Mint Saçlı

129 13 4
                                    

"Bu sicil ne böyle dalyarak sahte kimlik bulundurma,kadın pazarlama ve kaçakçılığı,kapkaçılık,uyuşturucı bulundurma ve satma... "

"Valla komiserim yaptık bir hata düştük şeytan yoluna,sen adamlık yapda sal bizi gidelim."

"Ben adamlara adamlık gösteririm Garam."

Böylesine afilli bir sözün sonunda,adamların evinde ve apartmanda bulduğumuz kemerlerin hepsini Namjoon'a vermesi için gönderdiğim Jungkook geldi odaya,göz göze gelince baş selamı verip yanıma geldi.

"Ee Garam Bey illa biz mi bulalım yoksa bize anlatacakların var mı?"

"Bi' düşüneyim var mı anlatacağım birşey."

Garam elini kirli sakalında dolaştırdı bir süre zihninde bazı şeyleri tartıyor,değerlendirip,söylemeye değer olup olmadığı hakkında kendi içide savaşıyor gibiydi.Bu suskunluk canımı sıkmıştı ve birden ayağa kalkıp iki elimi masaya vurmuştum sert bir biçimde.

"Anlatıcaksan anlat artık sabaha kadar seni mi bekleyelim."

"Dur bi' komiserim acele işe şeytan karışırmış."

"Tabi bekleyelim prenses,tek işim sensin ya zaten."

Bariz bir şeklilde kinayeli çıkan sesim karşımdaki kalıplı adamın istifini hiçbir şekilde bozmamış aksine düşünmeye devam etmesine sebep olmuştu.

"Dört gün önceydi sanırım,üç gün mü yoksa hayır hayır dört gün önceydi eve gidiyorduk Chan ile yanımızda da kadınlar vardı iki tane.Saat... saat şeydi bi' dakika komiserim."

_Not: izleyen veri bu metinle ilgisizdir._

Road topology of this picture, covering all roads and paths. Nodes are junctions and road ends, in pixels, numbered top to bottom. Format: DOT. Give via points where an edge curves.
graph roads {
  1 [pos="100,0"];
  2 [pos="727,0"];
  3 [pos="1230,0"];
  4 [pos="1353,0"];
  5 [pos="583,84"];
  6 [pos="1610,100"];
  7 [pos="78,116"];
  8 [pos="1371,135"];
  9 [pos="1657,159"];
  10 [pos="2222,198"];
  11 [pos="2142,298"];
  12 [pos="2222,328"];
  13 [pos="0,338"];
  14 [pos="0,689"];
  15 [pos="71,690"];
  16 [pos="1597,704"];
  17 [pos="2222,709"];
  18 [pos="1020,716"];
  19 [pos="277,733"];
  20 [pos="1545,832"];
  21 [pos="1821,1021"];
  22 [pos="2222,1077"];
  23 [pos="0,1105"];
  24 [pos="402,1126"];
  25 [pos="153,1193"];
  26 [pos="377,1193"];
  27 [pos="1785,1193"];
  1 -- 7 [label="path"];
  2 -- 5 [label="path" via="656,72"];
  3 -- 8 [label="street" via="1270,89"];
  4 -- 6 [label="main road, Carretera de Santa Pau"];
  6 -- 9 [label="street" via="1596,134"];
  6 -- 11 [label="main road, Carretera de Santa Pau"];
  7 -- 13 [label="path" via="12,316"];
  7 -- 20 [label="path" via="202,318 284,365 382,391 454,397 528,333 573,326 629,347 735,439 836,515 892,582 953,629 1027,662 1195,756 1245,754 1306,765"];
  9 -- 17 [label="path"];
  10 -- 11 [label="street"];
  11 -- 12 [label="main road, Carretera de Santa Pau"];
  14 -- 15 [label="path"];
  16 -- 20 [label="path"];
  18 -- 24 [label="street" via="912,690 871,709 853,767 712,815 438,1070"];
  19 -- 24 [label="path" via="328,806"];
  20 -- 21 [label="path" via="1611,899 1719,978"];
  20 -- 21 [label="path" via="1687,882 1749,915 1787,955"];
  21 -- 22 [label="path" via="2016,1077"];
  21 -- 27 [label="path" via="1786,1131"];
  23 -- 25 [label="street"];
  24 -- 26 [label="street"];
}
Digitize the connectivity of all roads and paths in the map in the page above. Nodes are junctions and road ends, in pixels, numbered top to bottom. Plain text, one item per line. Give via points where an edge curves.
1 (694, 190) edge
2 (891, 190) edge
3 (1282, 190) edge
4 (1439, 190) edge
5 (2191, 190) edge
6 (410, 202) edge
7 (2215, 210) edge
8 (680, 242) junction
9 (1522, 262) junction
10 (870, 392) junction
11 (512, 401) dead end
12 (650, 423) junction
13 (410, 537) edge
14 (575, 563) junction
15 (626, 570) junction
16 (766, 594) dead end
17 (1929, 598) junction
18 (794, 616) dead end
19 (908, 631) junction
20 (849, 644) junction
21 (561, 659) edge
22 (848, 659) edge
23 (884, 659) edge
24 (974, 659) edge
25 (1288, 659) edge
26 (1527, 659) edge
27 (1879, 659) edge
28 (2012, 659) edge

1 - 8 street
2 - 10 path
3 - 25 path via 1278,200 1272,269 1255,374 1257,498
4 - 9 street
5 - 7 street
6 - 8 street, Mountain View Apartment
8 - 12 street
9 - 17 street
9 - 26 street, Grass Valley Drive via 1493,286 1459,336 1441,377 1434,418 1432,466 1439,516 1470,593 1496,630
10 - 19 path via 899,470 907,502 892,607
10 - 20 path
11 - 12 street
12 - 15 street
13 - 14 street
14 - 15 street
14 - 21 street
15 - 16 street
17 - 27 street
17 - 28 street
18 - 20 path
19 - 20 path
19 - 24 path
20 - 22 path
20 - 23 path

Adam duraksamış baş parmaklarını anlında birleştirmişti.

"Saat'e bakmadım ama geçti belki iki belki üçdü binaya girdik kafamızda biraz güzeldi yani ama ben dayanıklıyımdır,Chan sızmıştı çoktan ama ben ayıktım,sesler gelmeye başladı alt kattan inmeye kalkıştım ama yanımdaki Rus kadın izin vermedi başta, sesler artınca Chan'a Ben aşağıya iniyorum demiştim beni duydu mu bilmiyorum ama gittim ben.Aşağısı zifiri karanlıktı tabi telefonun feneri sayesinde indim kapı zaten hafif aralıktı sessizce biraz daha ittim birisi vardı..."

Tekrardan durdu biraz daha düşündü ve devam etti.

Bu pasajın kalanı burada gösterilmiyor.